What hit me between the eyes was your statement that an SLR has 5 or 6 stops of range. Whoa -- 12 bit A/D and 6 significant bits of data.
I can think of several possible explanations:
1) The article considers darker zones unusable because of significant "banding" from few intermediate levels. Here a 12 bit converter should push that problem several zones further away. (In this case I should go ahead with my upgrade.)
2) We have a triumph of marketing over engineering. Perhaps, consumer sensors can't really produce a true 12 bit image. You get a 12 bit value but the low order 6 are just noise. (In this case, I should save my money for something else.)
3) Most likely. The article meant something else by this comment and I just haven't figured it out yet.
A DSLR has 12 bits of sensor data. Roughly 10 of those are usable. Since the sensor is linear in response, that means there is usable data over 10 stops of light.
This is 10 stops of range to some people.

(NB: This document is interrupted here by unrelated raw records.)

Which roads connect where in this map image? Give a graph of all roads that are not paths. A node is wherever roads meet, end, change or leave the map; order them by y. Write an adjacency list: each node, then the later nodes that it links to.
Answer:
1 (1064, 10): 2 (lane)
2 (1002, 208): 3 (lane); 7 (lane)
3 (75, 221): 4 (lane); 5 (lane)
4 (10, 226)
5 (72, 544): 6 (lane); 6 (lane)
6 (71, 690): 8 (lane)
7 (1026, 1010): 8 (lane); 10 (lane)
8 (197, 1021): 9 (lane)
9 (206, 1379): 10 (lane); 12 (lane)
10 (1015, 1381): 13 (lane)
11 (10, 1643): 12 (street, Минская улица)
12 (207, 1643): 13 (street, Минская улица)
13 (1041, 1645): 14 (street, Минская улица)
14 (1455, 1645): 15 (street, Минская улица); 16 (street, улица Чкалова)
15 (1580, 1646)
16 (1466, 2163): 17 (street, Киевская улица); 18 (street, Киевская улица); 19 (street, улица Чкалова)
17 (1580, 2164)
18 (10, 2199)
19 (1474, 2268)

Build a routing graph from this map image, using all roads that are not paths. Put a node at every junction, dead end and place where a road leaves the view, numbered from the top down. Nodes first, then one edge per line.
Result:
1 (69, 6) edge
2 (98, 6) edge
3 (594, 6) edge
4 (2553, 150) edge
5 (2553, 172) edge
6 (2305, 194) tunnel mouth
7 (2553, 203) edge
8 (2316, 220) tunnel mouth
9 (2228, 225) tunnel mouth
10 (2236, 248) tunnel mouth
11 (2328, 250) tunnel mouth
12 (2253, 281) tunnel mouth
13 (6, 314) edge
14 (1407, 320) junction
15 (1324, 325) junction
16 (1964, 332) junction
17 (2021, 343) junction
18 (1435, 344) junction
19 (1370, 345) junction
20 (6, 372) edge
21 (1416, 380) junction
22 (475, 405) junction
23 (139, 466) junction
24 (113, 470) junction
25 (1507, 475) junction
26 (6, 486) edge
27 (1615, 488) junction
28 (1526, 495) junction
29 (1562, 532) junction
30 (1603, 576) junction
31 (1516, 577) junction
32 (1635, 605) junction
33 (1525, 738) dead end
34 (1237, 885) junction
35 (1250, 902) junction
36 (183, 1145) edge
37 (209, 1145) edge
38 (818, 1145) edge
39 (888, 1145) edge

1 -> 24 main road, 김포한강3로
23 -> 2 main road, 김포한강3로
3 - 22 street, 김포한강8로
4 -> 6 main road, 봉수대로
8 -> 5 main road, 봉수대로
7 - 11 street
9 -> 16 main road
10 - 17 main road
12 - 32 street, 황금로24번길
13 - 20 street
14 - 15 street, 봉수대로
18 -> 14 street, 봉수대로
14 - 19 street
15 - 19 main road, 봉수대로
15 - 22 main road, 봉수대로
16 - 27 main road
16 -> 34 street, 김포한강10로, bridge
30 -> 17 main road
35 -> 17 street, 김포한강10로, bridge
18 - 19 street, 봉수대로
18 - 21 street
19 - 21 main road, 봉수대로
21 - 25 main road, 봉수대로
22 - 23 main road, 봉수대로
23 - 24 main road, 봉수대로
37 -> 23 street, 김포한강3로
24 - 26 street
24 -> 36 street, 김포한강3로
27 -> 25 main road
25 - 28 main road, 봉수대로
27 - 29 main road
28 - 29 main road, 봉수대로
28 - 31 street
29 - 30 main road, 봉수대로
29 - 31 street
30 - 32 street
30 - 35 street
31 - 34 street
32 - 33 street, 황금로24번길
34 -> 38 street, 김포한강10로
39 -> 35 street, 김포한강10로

To other people this is 5-6 stops.
I don't know for sure why this is so, but I did observe when testing my camera with pictures of a blank white wall and counted range as the difference between the brightest and darkest shots that showed ALL the texture of the wall, I got a figure around 4 stops lower than the number of usable bits. I attribute this to the wall actually having several stops of brightness difference even though the whole wall looked white to the eye.
What this means to me is a DSLR with 10 usable bits will capture all detail from zones 3 to 7, most detail in zones 2 and 8, and some detail in zones 1 and 9. You can call that a range of 5-6 stops, or 9-10 stops, however you want.